What you have to do ▸ Check each line of the entries below for the word "Corbet", then state how many lines have it and nothing more.

+++ Excerpted records

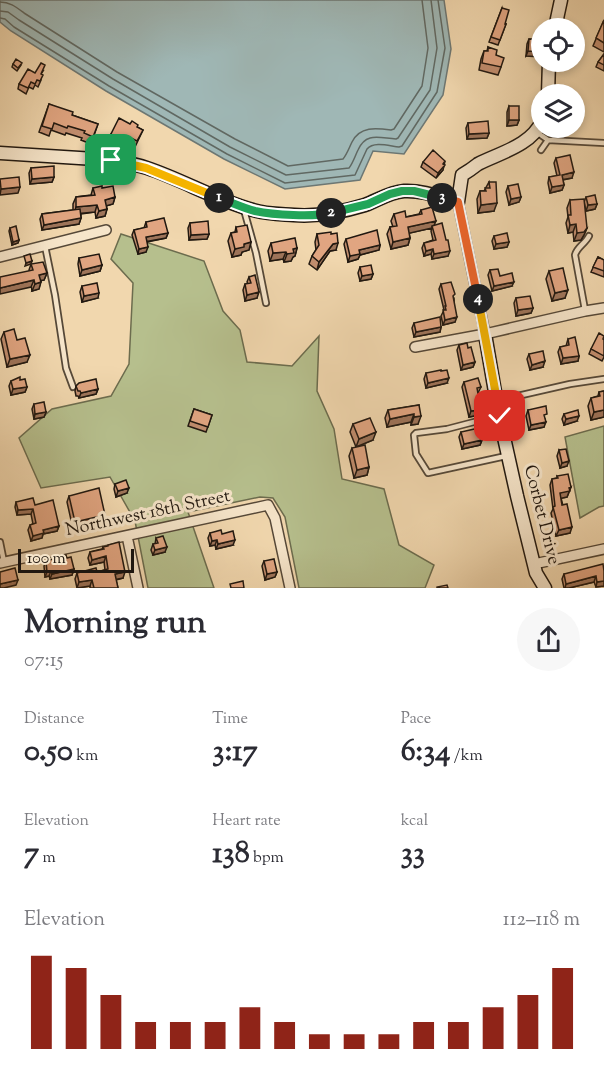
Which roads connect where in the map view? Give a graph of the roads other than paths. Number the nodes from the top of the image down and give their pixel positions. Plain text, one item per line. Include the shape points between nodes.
1 (561, 0) edge
2 (557, 18) edge
3 (531, 133) edge
4 (548, 140) joint
5 (604, 143) edge
6 (541, 150) dead end
7 (0, 153) edge
8 (458, 202) junction
9 (244, 207) junction
10 (106, 230) dead end
11 (589, 236) dead end
12 (44, 245) junction
13 (0, 257) edge
14 (266, 303) dead end
15 (604, 308) edge
16 (585, 311) junction
17 (485, 334) junction
18 (416, 347) dead end
19 (604, 379) edge
20 (73, 387) dead end
21 (499, 412) junction
22 (508, 456) junction
23 (127, 536) junction
24 (0, 542) edge
25 (604, 549) edge
26 (2, 562) edge
27 (534, 564) junction
28 (138, 588) edge
29 (290, 588) edge
30 (544, 588) edge

1 - 2 street
3 - 8 street via 517,146 462,175
4 - 5 lane
4 - 6 lane
7 - 9 street via 126,163
8 - 9 street via 402,191 324,215
8 - 17 street, Corbet Drive
9 - 14 lane
10 - 12 street
11 - 16 lane via 575,255
12 - 13 street
12 - 20 lane via 66,368
15 - 16 street
16 - 17 street
17 - 18 street
17 - 21 street, Corbet Drive
19 - 21 lane via 513,397 505,400
21 - 22 street, Corbet Drive
21 - 22 lane via 447,429 416,433 416,454 428,473
22 - 27 street, Corbet Drive
23 - 26 street, Northwest 18th Street
23 - 28 street
23 - 29 street, Northwest 18th Street via 268,505 275,518
24 - 26 lane
25 - 27 street
27 - 30 street, Corbet Drive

++++++

Answer below ▸ 5